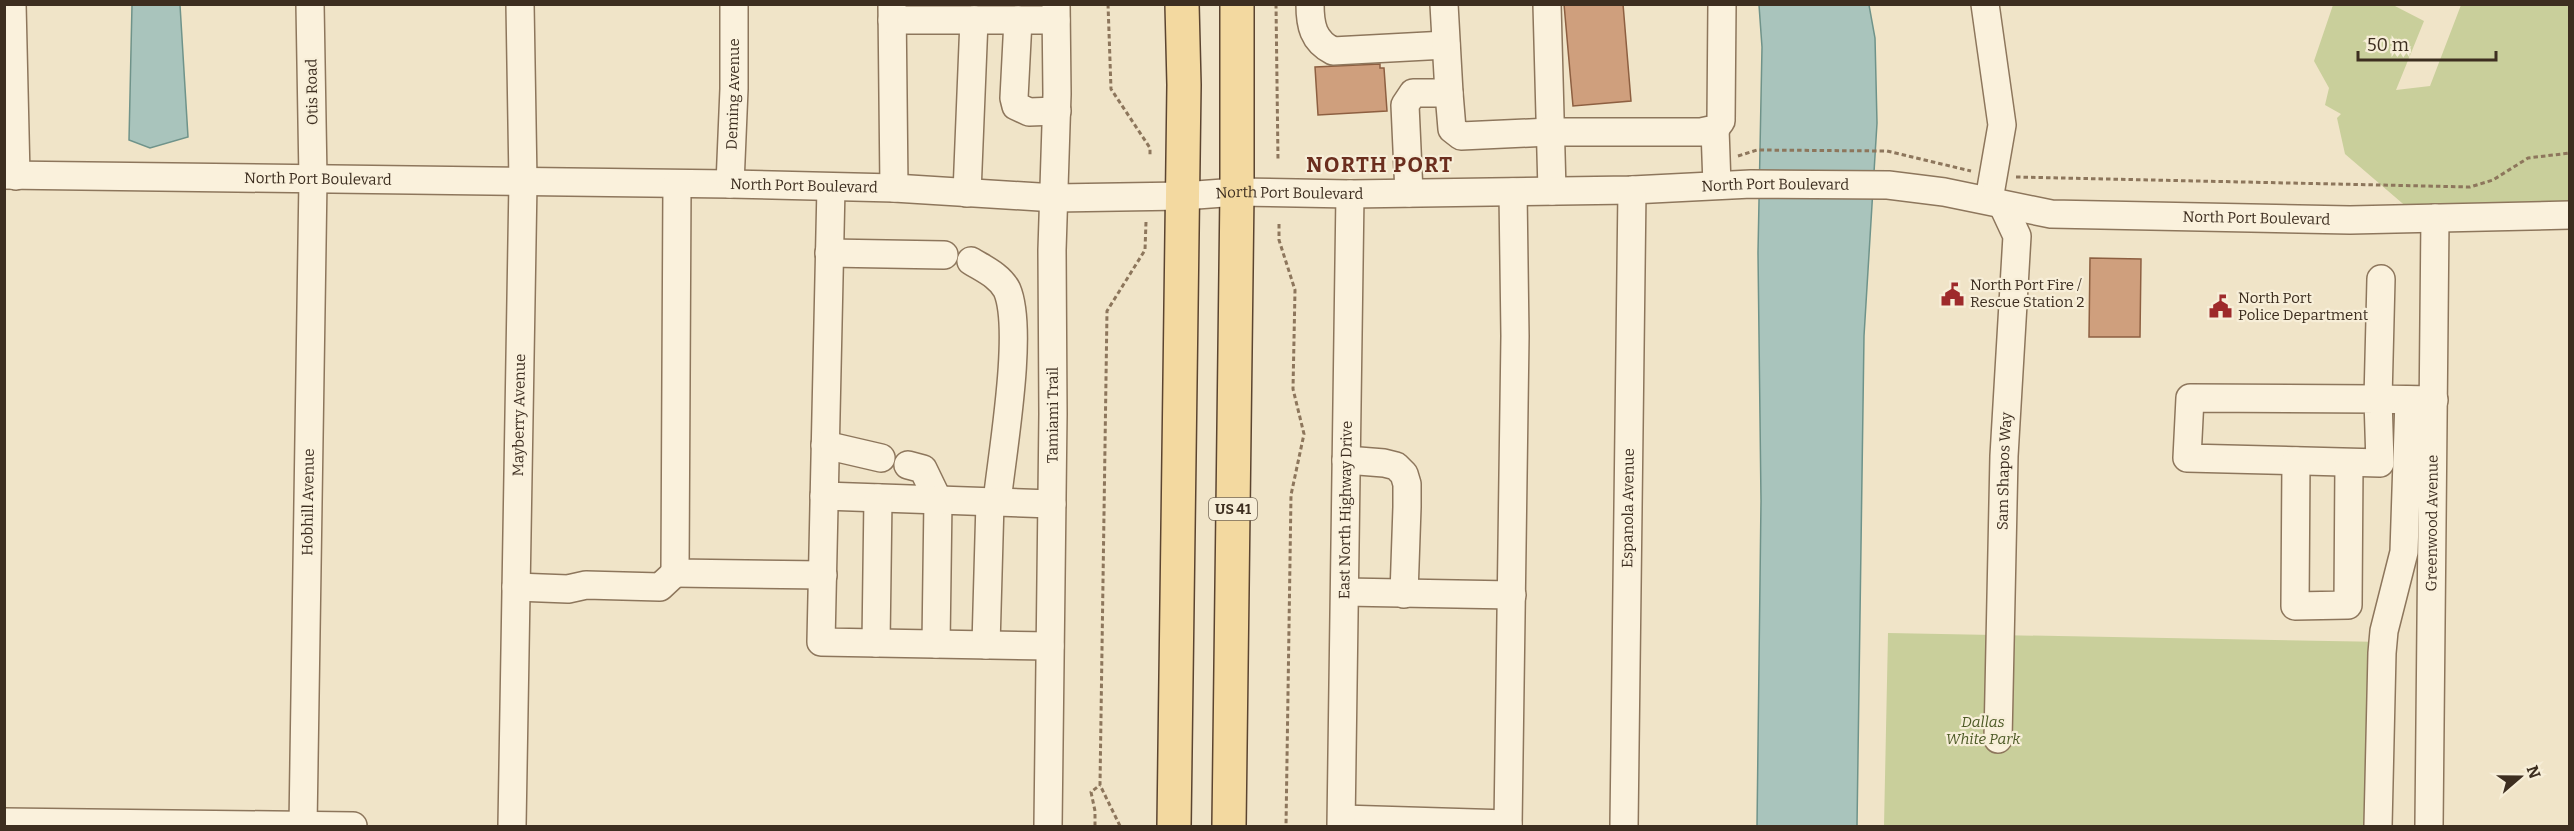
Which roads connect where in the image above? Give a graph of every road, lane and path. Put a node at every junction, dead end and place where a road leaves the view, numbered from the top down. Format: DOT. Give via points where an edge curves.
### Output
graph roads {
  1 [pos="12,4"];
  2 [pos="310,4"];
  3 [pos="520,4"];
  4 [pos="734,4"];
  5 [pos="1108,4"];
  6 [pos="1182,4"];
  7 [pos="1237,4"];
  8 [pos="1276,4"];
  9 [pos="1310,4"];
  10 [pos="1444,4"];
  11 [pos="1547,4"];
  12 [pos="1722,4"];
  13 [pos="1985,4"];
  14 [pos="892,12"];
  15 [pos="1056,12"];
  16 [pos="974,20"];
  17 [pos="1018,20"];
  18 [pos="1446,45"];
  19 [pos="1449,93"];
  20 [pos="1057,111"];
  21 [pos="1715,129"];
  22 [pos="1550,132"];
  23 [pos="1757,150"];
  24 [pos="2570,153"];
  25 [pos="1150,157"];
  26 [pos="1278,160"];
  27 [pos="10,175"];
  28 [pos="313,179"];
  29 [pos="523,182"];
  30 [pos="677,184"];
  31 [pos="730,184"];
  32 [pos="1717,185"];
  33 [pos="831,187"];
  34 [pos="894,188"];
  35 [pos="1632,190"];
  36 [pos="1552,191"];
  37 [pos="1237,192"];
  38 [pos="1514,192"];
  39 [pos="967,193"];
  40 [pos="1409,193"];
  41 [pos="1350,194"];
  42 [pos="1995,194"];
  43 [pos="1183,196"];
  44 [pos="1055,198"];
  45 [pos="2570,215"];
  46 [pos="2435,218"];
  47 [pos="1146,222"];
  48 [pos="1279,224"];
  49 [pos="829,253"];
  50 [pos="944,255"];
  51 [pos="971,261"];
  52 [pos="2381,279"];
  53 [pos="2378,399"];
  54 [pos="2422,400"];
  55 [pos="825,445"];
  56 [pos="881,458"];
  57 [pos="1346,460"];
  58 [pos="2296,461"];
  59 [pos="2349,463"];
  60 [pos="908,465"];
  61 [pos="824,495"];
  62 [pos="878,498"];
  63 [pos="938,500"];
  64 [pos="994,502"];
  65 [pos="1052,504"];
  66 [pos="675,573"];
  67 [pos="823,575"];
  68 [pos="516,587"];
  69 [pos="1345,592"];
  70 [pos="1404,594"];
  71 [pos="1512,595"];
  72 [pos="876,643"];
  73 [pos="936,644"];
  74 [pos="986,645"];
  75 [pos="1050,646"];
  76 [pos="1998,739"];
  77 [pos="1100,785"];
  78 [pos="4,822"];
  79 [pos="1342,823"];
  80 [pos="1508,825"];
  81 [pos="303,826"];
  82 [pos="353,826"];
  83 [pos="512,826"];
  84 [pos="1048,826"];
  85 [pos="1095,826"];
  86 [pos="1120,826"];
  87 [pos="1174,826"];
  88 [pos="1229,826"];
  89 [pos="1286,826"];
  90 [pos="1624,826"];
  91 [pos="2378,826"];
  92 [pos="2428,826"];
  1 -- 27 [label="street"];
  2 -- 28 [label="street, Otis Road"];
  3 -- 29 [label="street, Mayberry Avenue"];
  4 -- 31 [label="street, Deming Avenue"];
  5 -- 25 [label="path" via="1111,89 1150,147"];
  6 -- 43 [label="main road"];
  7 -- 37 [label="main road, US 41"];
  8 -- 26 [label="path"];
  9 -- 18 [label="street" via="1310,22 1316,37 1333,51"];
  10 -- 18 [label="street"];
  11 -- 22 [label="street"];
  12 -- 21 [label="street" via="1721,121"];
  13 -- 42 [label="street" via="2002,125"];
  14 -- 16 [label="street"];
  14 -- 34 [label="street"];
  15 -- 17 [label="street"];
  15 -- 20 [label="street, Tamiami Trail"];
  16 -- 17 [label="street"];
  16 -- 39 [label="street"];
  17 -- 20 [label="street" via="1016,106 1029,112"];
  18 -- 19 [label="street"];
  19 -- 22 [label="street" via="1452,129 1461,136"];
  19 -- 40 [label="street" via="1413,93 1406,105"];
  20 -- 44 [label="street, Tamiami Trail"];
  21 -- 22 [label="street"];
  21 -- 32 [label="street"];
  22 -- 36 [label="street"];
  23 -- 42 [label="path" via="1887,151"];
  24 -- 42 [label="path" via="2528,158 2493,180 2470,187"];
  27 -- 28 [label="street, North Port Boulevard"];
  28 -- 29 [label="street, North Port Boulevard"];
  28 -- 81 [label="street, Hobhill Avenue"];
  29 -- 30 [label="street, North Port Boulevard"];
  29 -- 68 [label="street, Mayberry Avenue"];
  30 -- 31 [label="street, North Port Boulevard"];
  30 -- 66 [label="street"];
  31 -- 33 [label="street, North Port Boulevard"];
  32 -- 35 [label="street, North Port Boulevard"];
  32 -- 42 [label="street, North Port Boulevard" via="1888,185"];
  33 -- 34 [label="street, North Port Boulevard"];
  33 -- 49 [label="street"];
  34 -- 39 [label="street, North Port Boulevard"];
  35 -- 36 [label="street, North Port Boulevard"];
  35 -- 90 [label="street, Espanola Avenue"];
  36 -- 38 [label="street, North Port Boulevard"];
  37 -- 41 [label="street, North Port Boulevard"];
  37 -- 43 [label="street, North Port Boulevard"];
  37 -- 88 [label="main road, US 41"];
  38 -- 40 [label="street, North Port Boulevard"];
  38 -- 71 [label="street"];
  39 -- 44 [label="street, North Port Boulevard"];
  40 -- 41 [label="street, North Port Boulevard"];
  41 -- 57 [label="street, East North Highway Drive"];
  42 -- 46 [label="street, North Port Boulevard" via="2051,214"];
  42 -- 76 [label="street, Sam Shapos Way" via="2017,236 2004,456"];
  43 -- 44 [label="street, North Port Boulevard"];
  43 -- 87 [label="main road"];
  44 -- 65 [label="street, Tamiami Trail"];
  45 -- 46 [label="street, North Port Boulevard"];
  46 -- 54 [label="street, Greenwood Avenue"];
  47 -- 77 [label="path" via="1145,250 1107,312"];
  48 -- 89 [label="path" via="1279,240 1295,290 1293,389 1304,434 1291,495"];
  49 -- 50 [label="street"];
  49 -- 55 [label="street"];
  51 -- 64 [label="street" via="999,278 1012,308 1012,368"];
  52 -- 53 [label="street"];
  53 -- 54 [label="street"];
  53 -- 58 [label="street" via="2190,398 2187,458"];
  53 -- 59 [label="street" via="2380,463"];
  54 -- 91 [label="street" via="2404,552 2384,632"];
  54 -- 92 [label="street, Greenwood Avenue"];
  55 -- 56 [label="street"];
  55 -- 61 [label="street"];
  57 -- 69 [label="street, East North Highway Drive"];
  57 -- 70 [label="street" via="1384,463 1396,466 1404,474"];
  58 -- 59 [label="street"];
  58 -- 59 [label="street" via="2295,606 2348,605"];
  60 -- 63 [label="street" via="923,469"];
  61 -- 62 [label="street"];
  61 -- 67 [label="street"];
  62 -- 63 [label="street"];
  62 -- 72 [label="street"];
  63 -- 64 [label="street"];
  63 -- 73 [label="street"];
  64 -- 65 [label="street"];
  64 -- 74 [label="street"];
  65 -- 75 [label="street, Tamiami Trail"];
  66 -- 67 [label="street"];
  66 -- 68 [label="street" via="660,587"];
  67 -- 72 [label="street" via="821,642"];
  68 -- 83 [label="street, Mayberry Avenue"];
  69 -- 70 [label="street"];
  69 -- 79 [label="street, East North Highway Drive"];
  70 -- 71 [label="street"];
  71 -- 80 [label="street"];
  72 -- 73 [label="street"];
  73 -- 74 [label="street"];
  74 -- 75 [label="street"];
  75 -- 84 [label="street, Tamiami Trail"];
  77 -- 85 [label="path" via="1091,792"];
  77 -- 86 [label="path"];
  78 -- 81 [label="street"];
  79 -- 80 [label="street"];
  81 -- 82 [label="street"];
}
* * *
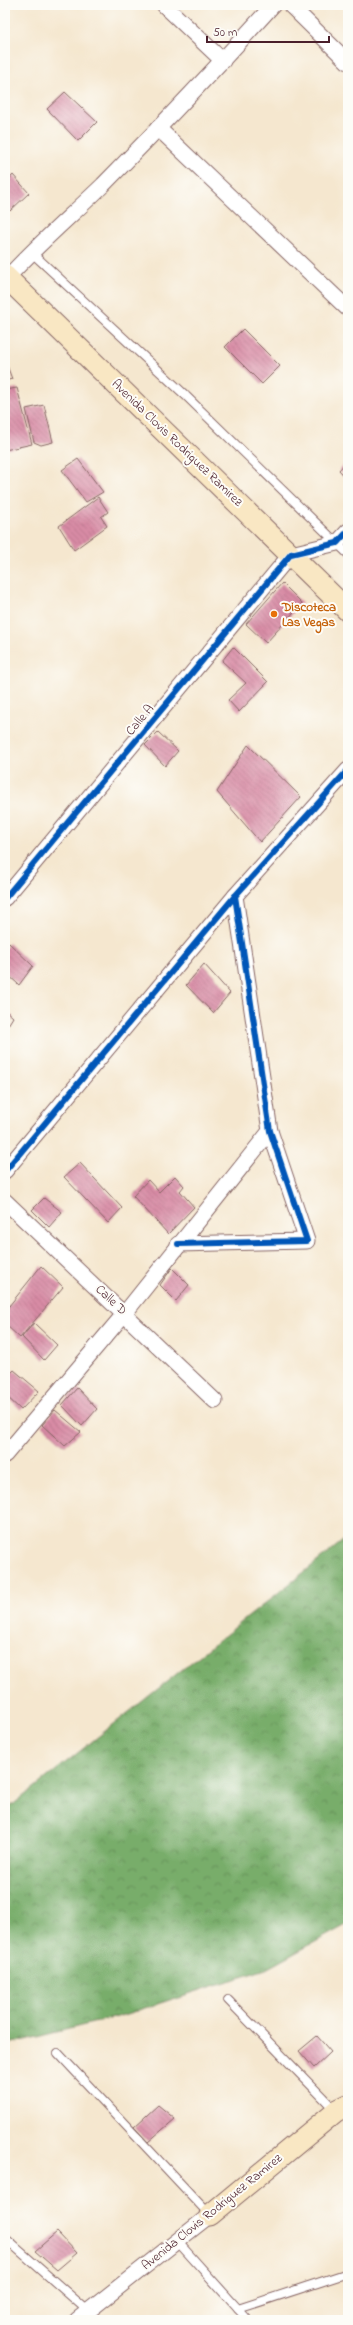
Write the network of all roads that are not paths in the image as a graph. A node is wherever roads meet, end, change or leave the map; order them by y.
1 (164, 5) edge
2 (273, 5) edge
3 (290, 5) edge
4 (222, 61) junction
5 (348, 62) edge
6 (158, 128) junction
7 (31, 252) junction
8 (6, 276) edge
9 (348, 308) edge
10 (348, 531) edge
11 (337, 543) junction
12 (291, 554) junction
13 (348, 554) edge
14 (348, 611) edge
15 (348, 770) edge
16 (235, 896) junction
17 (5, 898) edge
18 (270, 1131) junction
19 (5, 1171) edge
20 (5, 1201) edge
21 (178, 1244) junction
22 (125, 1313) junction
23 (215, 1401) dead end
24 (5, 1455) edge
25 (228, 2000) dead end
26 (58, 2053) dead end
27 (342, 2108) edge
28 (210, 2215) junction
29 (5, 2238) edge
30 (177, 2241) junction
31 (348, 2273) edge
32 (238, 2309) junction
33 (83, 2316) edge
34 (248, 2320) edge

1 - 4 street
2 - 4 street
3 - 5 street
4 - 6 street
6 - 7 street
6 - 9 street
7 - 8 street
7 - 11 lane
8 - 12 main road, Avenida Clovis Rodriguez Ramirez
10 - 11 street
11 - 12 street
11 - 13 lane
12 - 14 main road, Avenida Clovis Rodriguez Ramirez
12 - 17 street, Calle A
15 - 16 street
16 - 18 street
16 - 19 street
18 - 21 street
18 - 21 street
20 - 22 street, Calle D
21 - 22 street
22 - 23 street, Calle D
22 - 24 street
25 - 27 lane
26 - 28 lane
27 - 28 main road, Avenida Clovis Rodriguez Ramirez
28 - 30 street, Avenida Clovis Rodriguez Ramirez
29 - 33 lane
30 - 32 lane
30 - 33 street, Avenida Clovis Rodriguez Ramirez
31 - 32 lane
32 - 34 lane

▶ **GOAL OF THE EXERCISE**:
Return all lines of the data in which the string "Drive" appears.

▶ **RESULT**:
  41 -- 57 [label="street, East North Highway Drive"];
  57 -- 69 [label="street, East North Highway Drive"];
  69 -- 79 [label="street, East North Highway Drive"];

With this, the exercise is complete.